Who Will Pay for Climate Change Consequences?
A number of initiatives, including the United Nations International Strategy for Disaster Recovery and the University of Notre Dame Global Adaptation Index, have been developing models to assess climate risk at various scales. The Organization for Economic Co-operation and Development has been trying to put numbers on the cost of adaptation. The journal Nature Climate Change recently published a paper entitled “Future Flood Losses in Major Coastal Cities” full of some very sobering numbers. The World Economic Forum Global Agenda Council on Climate Change has developed recommendations on financing mechanisms for adaptation. These are just some of the initiatives underway to price the risks of climate-driven weather variations.
It is likely, however, that the extraordinarily complicated questions of what is at risk, what should be done about it and how much should be spent will be easier to address than the political question, who should pay and what’s their share. This is a question our clients, public and private, grapple with all the time as they consider their own risk attenuation. All but the most optimistic agree that substantial new revenue from existing sources dedicated to climate adaptation will not be forthcoming. There is hope that financial markets can develop instruments for investors that produce positive returns for adaptation investments. Without new funding sources, the best we can do is incorporate adaptation benefits into existing spending. But, how much do we spend on probabilities and what is the opportunity cost for that spend compared to existing needs? This is a very contentious political question. In politics, do we see the future considered as a constituent of decisions about the future? Sustainability demands the answer should be yes. For many, quite reasonably given the inability to know the future, the answer is largely no. But, there are future-minded companies out there that have risen above the political hubbub and recognized that protecting their assets from an uncertain, unknowable future is simply good business sense. I reached out to a few of my colleagues to get their thoughts and received some excellent examples of companies and organizations that have redefined this question in terms of sound business strategy.
The best mitigation and adaptation strategies are not stand-alone investments but part of a broader consideration of cumulative benefits.
The City of Blackpool in the UK reaped great benefits from its investment in a new seawall. It took advantage of the opportunity to reconnect the town to its famous beach; provide a better pedestrian experience; and create spaces for events, retail and community interaction. The improved community experience quickly translates into increased commercial success for neighboring businesses. Private and public sectors both win, even if the sea level doesn’t rise.

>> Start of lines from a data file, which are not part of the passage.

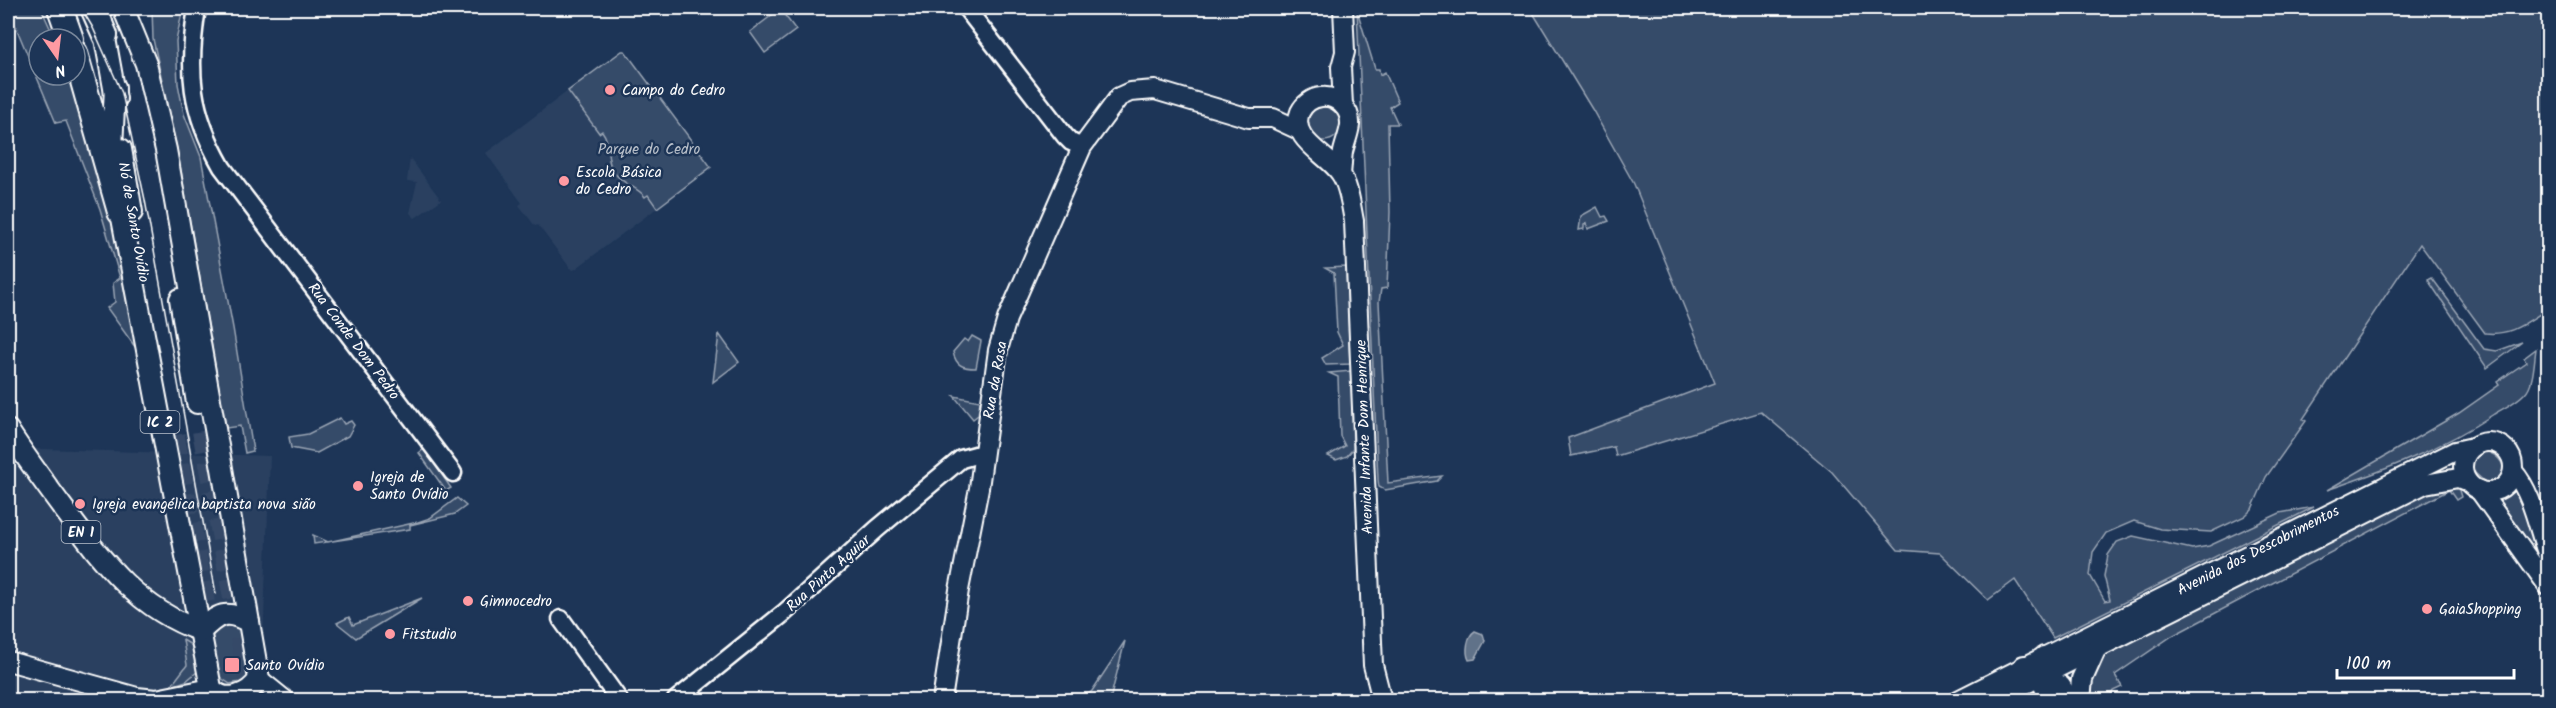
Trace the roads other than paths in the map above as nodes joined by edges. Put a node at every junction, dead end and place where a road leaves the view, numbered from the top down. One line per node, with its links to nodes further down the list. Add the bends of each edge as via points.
1 (60, 8): 8 (highway)
2 (93, 8): 9 (highway, IC 2)
3 (100, 8): 9 (main road, Nó de Santo Ovídio)
4 (197, 8): 28 (street, Rua Conde Dom Pedro, via 190,73 207,140 222,166)
5 (966, 8): 18 (street, via 1065,136)
6 (1343, 8): 10 (main road, Avenida Infante Dom Henrique, via 1345,52)
7 (125, 11): 23 (main road, IC 2, via 165,212); 33 (main road, IC 2, via 146,64 166,150)
8 (66, 27)
9 (105, 35): 12 (main road, Nó de Santo Ovídio / IC 2)
10 (1341, 67): 13 (main road); 14 (main road, Avenida Infante Dom Henrique)
11 (85, 87): 21 (highway, IC 2)
12 (115, 87): 21 (main road, IC 2, via 112,148); 24 (main road, Nó de Santo Ovídio / IC 2, via 125,179)
13 (1311, 100): 14 (main road, via 1330,97); 15 (main road); 16 (main road, via 1299,115)
14 (1343, 105): 17 (main road, Avenida Infante Dom Henrique, via 1350,119)
15 (1273, 118): 16 (main road); 18 (main road, Rua da Rasa, via 1249,118 1155,90 1130,92 1111,106)
16 (1299, 130): 19 (main road, Avenida Infante Dom Henrique)
17 (1347, 134): 19 (main road, via 1337,145); 20 (main road, Avenida Infante Dom Henrique)
18 (1082, 147): 26 (main road, Rua da Rasa, via 1007,319 998,350)
19 (1314, 147): 20 (main road, Avenida Infante Dom Henrique)
20 (1341, 174): 47 (main road, Avenida Infante Dom Henrique, via 1354,221 1373,665)
21 (120, 212): 34 (main road, IC 2)
22 (8, 430): 34 (main road, EN 1, via 116,577 171,618)
23 (202, 430)
24 (175, 435)
25 (2473, 447): 27 (main road, via 2496,444 2508,452); 29 (main road, via 2463,463 2464,473); 38 (main road, Avenida dos Descobrimentos, via 2455,451)
26 (983, 453): 45 (street, Rua Pinto Aguiar, via 961,459 784,613); 46 (main road, Rua da Rasa)
27 (2513, 471): 29 (main road, via 2510,480 2494,491); 30 (main road, via 2527,494)
28 (453, 473)
29 (2473, 486): 31 (main road); 35 (main road, Avenida dos Descobrimentos, via 2458,478 2425,484)
30 (2548, 556)
31 (2548, 586)
32 (561, 619): 44 (street)
33 (249, 622): 34 (main road, via 237,615 216,616); 39 (main road)
34 (201, 631): 40 (main road)
35 (2095, 650): 38 (main road, Avenida dos Descobrimentos); 50 (main road, via 2082,679)
36 (8, 661): 40 (main road, via 137,698)
37 (2024, 666): 38 (main road); 48 (main road)
38 (2044, 666): 41 (main road); 49 (main road, Avenida dos Descobrimentos)
39 (258, 680): 40 (main road, via 247,693 227,697); 42 (main road); 43 (main road)
40 (212, 693)
41 (2060, 696)
42 (262, 700)
43 (285, 700)
44 (620, 700)
45 (676, 700)
46 (942, 700)
47 (1382, 700)
48 (1958, 700)
49 (1994, 700)
50 (2080, 700)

A similar story is true of the South Bay wetlands restoration in San Francisco Bay. The wetlands regeneration created significant water quality and habitat improvements that the South Bay public welcomed and was willing to invest in because the whole community loves to fish. While the public doesn’t really care about protecting itself from a fabled sea level rise and possible flooding, the wetlands generation will significantly mitigate damage in the event that this occurs.
The successful implementation of both these examples lies in their ability to articulate both public and commercial benefits that extend far beyond the simple cost/infrastructure equation.
The other compelling argument is business continuity. The study by Nature Climate Change estimates that the cost of flooding in the world’s 136 largest coastal cities could be as much as $52 billion a year over the next few decades (an increase of $46 billion a year from 2005 figures). Staggeringly, three US cities — Miami, New York City and New Orleans — could, between the three of them, be responsible for 31 percent of this total annual cost. These three cities stand out as having the most to lose given the contrast between their high wealth and the insignificant level of investment in flood protection.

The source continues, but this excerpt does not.